### [THE TASK]
Repeat verbatim what the listing holds, but not its pictures.

### [MATERIAL PROVIDED]
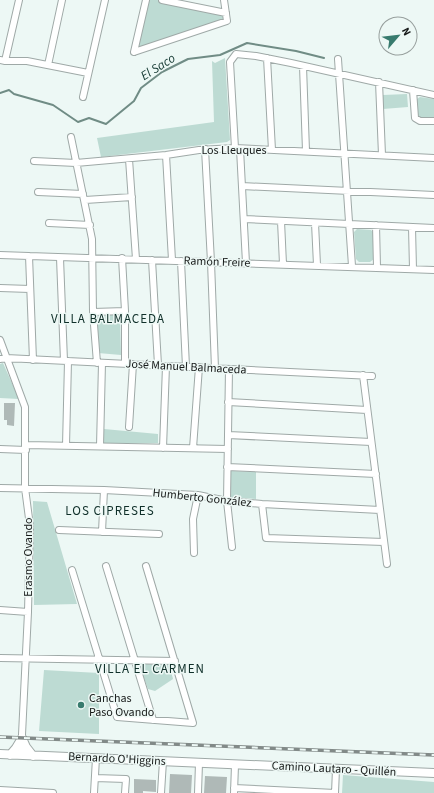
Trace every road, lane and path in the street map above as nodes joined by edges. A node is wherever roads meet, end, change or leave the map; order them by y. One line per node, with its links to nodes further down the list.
1 (19, 0): 10 (street)
2 (62, 0): 11 (street)
3 (105, 0): 13 (street)
4 (146, 0): 7 (street)
5 (162, 0): 7 (street)
6 (224, 0): 7 (street)
7 (226, 13)
8 (267, 58): 12 (street); 21 (street); 23 (street)
9 (338, 59): 14 (street)
10 (3, 61): 11 (street)
11 (48, 65): 13 (street)
12 (303, 66): 14 (street); 24 (street)
13 (88, 73): 18 (street)
14 (339, 73): 15 (street); 25 (street)
15 (379, 82): 16 (street); 27 (street)
16 (413, 90): 17 (street); 19 (street)
17 (434, 95)
18 (83, 98)
19 (434, 121)
20 (71, 137): 31 (street)
21 (238, 148): 22 (street, Los Lleuques); 23 (street, Los Lleuques); 32 (street)
22 (205, 149): 26 (street, Los Lleuques); 56 (street)
23 (272, 150): 24 (street, Los Lleuques)
24 (306, 151): 25 (street, Los Lleuques)
25 (345, 153): 27 (street, Los Lleuques); 33 (street)
26 (166, 155): 29 (street, Los Lleuques); 54 (street)
27 (382, 155): 28 (street, Los Lleuques)
28 (434, 158)
29 (129, 159): 31 (street, Los Lleuques); 37 (street)
30 (34, 160): 31 (street, Los Lleuques)
31 (76, 163): 36 (street)
32 (242, 186): 33 (street); 38 (street)
33 (347, 191): 35 (street); 42 (street)
34 (38, 192): 36 (street)
35 (434, 195)
36 (84, 197): 37 (street); 43 (street)
37 (132, 197): 52 (street)
38 (244, 219): 39 (street); 57 (street)
39 (281, 221): 40 (street); 58 (street)
40 (315, 222): 42 (street); 59 (street)
41 (49, 223): 43 (street)
42 (349, 224): 44 (street); 60 (street)
43 (90, 225): 50 (street)
44 (376, 225): 45 (street); 61 (street)
45 (412, 227): 46 (street); 62 (street)
46 (434, 228)
47 (0, 255): 48 (street, Ramón Freire)
48 (29, 256): 49 (street, Ramón Freire); 65 (street)
49 (60, 258): 50 (street, Ramón Freire); 71 (street)
50 (91, 258): 51 (street, Ramón Freire); 67 (street)
51 (122, 258): 52 (street, Ramón Freire); 66 (street)
52 (136, 259): 53 (street, Ramón Freire)
53 (152, 260): 54 (street, Ramón Freire); 75 (street)
54 (172, 260): 55 (street, Ramón Freire)
55 (181, 261): 56 (street, Ramón Freire); 77 (street)
56 (211, 262): 57 (street, Ramón Freire); 79 (street)
57 (246, 263): 58 (street, Ramón Freire)
58 (283, 264): 59 (street, Ramón Freire)
59 (317, 265): 60 (street, Ramón Freire)
60 (352, 266): 61 (street, Ramón Freire)
61 (377, 267): 62 (street, Ramón Freire)
62 (413, 269): 63 (street, Ramón Freire)
63 (434, 270)
64 (0, 288): 65 (street)
65 (30, 289): 70 (street)
66 (125, 311): 67 (street); 73 (street)
67 (93, 312): 72 (street)
68 (0, 340): 69 (street, Erasmo Ovando)
69 (3, 359): 70 (street, José Manuel Balmaceda); 90 (street, Erasmo Ovando)
70 (33, 360): 71 (street, José Manuel Balmaceda)
71 (66, 361): 72 (street, José Manuel Balmaceda); 88 (street)
72 (99, 363): 73 (street, José Manuel Balmaceda); 89 (street)
73 (125, 364): 74 (street, José Manuel Balmaceda)
74 (133, 364): 75 (street, José Manuel Balmaceda); 85 (street)
75 (158, 365): 76 (street, José Manuel Balmaceda)
76 (166, 366): 77 (street, José Manuel Balmaceda); 91 (street)
77 (186, 367): 78 (street, José Manuel Balmaceda)
78 (199, 368): 79 (street, José Manuel Balmaceda); 92 (street)
79 (215, 368): 80 (street, José Manuel Balmaceda)
80 (228, 369): 81 (street, José Manuel Balmaceda); 83 (street)
81 (363, 375): 82 (street, José Manuel Balmaceda); 84 (street)
82 (372, 376)
83 (228, 402): 84 (street); 86 (street)
84 (367, 410): 87 (street)
85 (129, 427)
86 (228, 435): 87 (street); 94 (street)
87 (372, 442): 96 (street)
88 (66, 446): 89 (street); 90 (street)
89 (100, 446): 91 (street)
90 (26, 447): 93 (street); 98 (street, Erasmo Ovando)
91 (163, 448): 92 (street)
92 (193, 448): 94 (street)
93 (0, 449)
94 (228, 449): 95 (street)
95 (227, 467): 96 (street); 101 (street)
96 (376, 474): 103 (street)
97 (0, 488): 98 (street, Humberto González)
98 (25, 488): 99 (street, Humberto González); 115 (street, Erasmo Ovando)
99 (104, 490): 100 (street, Humberto González); 105 (street)
100 (198, 495): 101 (street, Humberto González); 109 (street)
101 (226, 501): 102 (street, Humberto González); 108 (street)
102 (262, 504): 103 (street, Humberto González); 107 (street)
103 (380, 510): 107 (street)
104 (59, 530): 105 (street)
105 (102, 532): 106 (street)
106 (159, 534)
107 (384, 542): 110 (street)
108 (232, 547)
109 (194, 553)
110 (387, 564)
111 (106, 566): 119 (street)
112 (146, 566): 120 (street)
113 (72, 570): 118 (street)
114 (0, 610): 115 (street)
115 (28, 612): 117 (street, Erasmo Ovando)
116 (0, 658): 117 (street)
117 (26, 659): 118 (street); 122 (street, Erasmo Ovando)
118 (100, 659): 119 (street); 121 (street)
119 (135, 660): 120 (street); 121 (street)
120 (175, 661): 121 (street)
121 (153, 720)
122 (22, 738): 124 (main road); 125 (street, Erasmo Ovando); 126 (main road)
123 (0, 754): 124 (main road, Bernardo O'Higgins)
124 (10, 755): 125 (main road, Bernardo O'Higgins)
125 (21, 755): 126 (main road, Bernardo O'Higgins)
126 (33, 756): 127 (main road, Bernardo O'Higgins)
127 (96, 758): 128 (main road, Bernardo O'Higgins); 133 (street)
128 (163, 761): 129 (main road, Bernardo O'Higgins); 140 (street)
129 (199, 763): 130 (main road, Bernardo O'Higgins); 141 (street)
130 (235, 765): 131 (main road, Camino Lautaro - Quillén); 135 (street)
131 (336, 769): 132 (main road, Camino Lautaro - Quillén); 142 (street)
132 (434, 774)
133 (95, 778): 138 (street); 139 (street)
134 (0, 790): 136 (street)
135 (234, 791): 142 (street)
136 (20, 792): 137 (street)
137 (53, 793)
138 (94, 793)
139 (125, 793)
140 (161, 793)
141 (198, 793)
142 (335, 793)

### [TASK OUTPUT]
Trace every road, lane and path in the street map above as nodes joined by edges. A node is wherever roads meet, end, change or leave the map; order them by y. One line per node, with its links to nodes further down the list.
1 (19, 0): 10 (street)
2 (62, 0): 11 (street)
3 (105, 0): 13 (street)
4 (146, 0): 7 (street)
5 (162, 0): 7 (street)
6 (224, 0): 7 (street)
7 (226, 13)
8 (267, 58): 12 (street); 21 (street); 23 (street)
9 (338, 59): 14 (street)
10 (3, 61): 11 (street)
11 (48, 65): 13 (street)
12 (303, 66): 14 (street); 24 (street)
13 (88, 73): 18 (street)
14 (339, 73): 15 (street); 25 (street)
15 (379, 82): 16 (street); 27 (street)
16 (413, 90): 17 (street); 19 (street)
17 (434, 95)
18 (83, 98)
19 (434, 121)
20 (71, 137): 31 (street)
21 (238, 148): 22 (street, Los Lleuques); 23 (street, Los Lleuques); 32 (street)
22 (205, 149): 26 (street, Los Lleuques); 56 (street)
23 (272, 150): 24 (street, Los Lleuques)
24 (306, 151): 25 (street, Los Lleuques)
25 (345, 153): 27 (street, Los Lleuques); 33 (street)
26 (166, 155): 29 (street, Los Lleuques); 54 (street)
27 (382, 155): 28 (street, Los Lleuques)
28 (434, 158)
29 (129, 159): 31 (street, Los Lleuques); 37 (street)
30 (34, 160): 31 (street, Los Lleuques)
31 (76, 163): 36 (street)
32 (242, 186): 33 (street); 38 (street)
33 (347, 191): 35 (street); 42 (street)
34 (38, 192): 36 (street)
35 (434, 195)
36 (84, 197): 37 (street); 43 (street)
37 (132, 197): 52 (street)
38 (244, 219): 39 (street); 57 (street)
39 (281, 221): 40 (street); 58 (street)
40 (315, 222): 42 (street); 59 (street)
41 (49, 223): 43 (street)
42 (349, 224): 44 (street); 60 (street)
43 (90, 225): 50 (street)
44 (376, 225): 45 (street); 61 (street)
45 (412, 227): 46 (street); 62 (street)
46 (434, 228)
47 (0, 255): 48 (street, Ramón Freire)
48 (29, 256): 49 (street, Ramón Freire); 65 (street)
49 (60, 258): 50 (street, Ramón Freire); 71 (street)
50 (91, 258): 51 (street, Ramón Freire); 67 (street)
51 (122, 258): 52 (street, Ramón Freire); 66 (street)
52 (136, 259): 53 (street, Ramón Freire)
53 (152, 260): 54 (street, Ramón Freire); 75 (street)
54 (172, 260): 55 (street, Ramón Freire)
55 (181, 261): 56 (street, Ramón Freire); 77 (street)
56 (211, 262): 57 (street, Ramón Freire); 79 (street)
57 (246, 263): 58 (street, Ramón Freire)
58 (283, 264): 59 (street, Ramón Freire)
59 (317, 265): 60 (street, Ramón Freire)
60 (352, 266): 61 (street, Ramón Freire)
61 (377, 267): 62 (street, Ramón Freire)
62 (413, 269): 63 (street, Ramón Freire)
63 (434, 270)
64 (0, 288): 65 (street)
65 (30, 289): 70 (street)
66 (125, 311): 67 (street); 73 (street)
67 (93, 312): 72 (street)
68 (0, 340): 69 (street, Erasmo Ovando)
69 (3, 359): 70 (street, José Manuel Balmaceda); 90 (street, Erasmo Ovando)
70 (33, 360): 71 (street, José Manuel Balmaceda)
71 (66, 361): 72 (street, José Manuel Balmaceda); 88 (street)
72 (99, 363): 73 (street, José Manuel Balmaceda); 89 (street)
73 (125, 364): 74 (street, José Manuel Balmaceda)
74 (133, 364): 75 (street, José Manuel Balmaceda); 85 (street)
75 (158, 365): 76 (street, José Manuel Balmaceda)
76 (166, 366): 77 (street, José Manuel Balmaceda); 91 (street)
77 (186, 367): 78 (street, José Manuel Balmaceda)
78 (199, 368): 79 (street, José Manuel Balmaceda); 92 (street)
79 (215, 368): 80 (street, José Manuel Balmaceda)
80 (228, 369): 81 (street, José Manuel Balmaceda); 83 (street)
81 (363, 375): 82 (street, José Manuel Balmaceda); 84 (street)
82 (372, 376)
83 (228, 402): 84 (street); 86 (street)
84 (367, 410): 87 (street)
85 (129, 427)
86 (228, 435): 87 (street); 94 (street)
87 (372, 442): 96 (street)
88 (66, 446): 89 (street); 90 (street)
89 (100, 446): 91 (street)
90 (26, 447): 93 (street); 98 (street, Erasmo Ovando)
91 (163, 448): 92 (street)
92 (193, 448): 94 (street)
93 (0, 449)
94 (228, 449): 95 (street)
95 (227, 467): 96 (street); 101 (street)
96 (376, 474): 103 (street)
97 (0, 488): 98 (street, Humberto González)
98 (25, 488): 99 (street, Humberto González); 115 (street, Erasmo Ovando)
99 (104, 490): 100 (street, Humberto González); 105 (street)
100 (198, 495): 101 (street, Humberto González); 109 (street)
101 (226, 501): 102 (street, Humberto González); 108 (street)
102 (262, 504): 103 (street, Humberto González); 107 (street)
103 (380, 510): 107 (street)
104 (59, 530): 105 (street)
105 (102, 532): 106 (street)
106 (159, 534)
107 (384, 542): 110 (street)
108 (232, 547)
109 (194, 553)
110 (387, 564)
111 (106, 566): 119 (street)
112 (146, 566): 120 (street)
113 (72, 570): 118 (street)
114 (0, 610): 115 (street)
115 (28, 612): 117 (street, Erasmo Ovando)
116 (0, 658): 117 (street)
117 (26, 659): 118 (street); 122 (street, Erasmo Ovando)
118 (100, 659): 119 (street); 121 (street)
119 (135, 660): 120 (street); 121 (street)
120 (175, 661): 121 (street)
121 (153, 720)
122 (22, 738): 124 (main road); 125 (street, Erasmo Ovando); 126 (main road)
123 (0, 754): 124 (main road, Bernardo O'Higgins)
124 (10, 755): 125 (main road, Bernardo O'Higgins)
125 (21, 755): 126 (main road, Bernardo O'Higgins)
126 (33, 756): 127 (main road, Bernardo O'Higgins)
127 (96, 758): 128 (main road, Bernardo O'Higgins); 133 (street)
128 (163, 761): 129 (main road, Bernardo O'Higgins); 140 (street)
129 (199, 763): 130 (main road, Bernardo O'Higgins); 141 (street)
130 (235, 765): 131 (main road, Camino Lautaro - Quillén); 135 (street)
131 (336, 769): 132 (main road, Camino Lautaro - Quillén); 142 (street)
132 (434, 774)
133 (95, 778): 138 (street); 139 (street)
134 (0, 790): 136 (street)
135 (234, 791): 142 (street)
136 (20, 792): 137 (street)
137 (53, 793)
138 (94, 793)
139 (125, 793)
140 (161, 793)
141 (198, 793)
142 (335, 793)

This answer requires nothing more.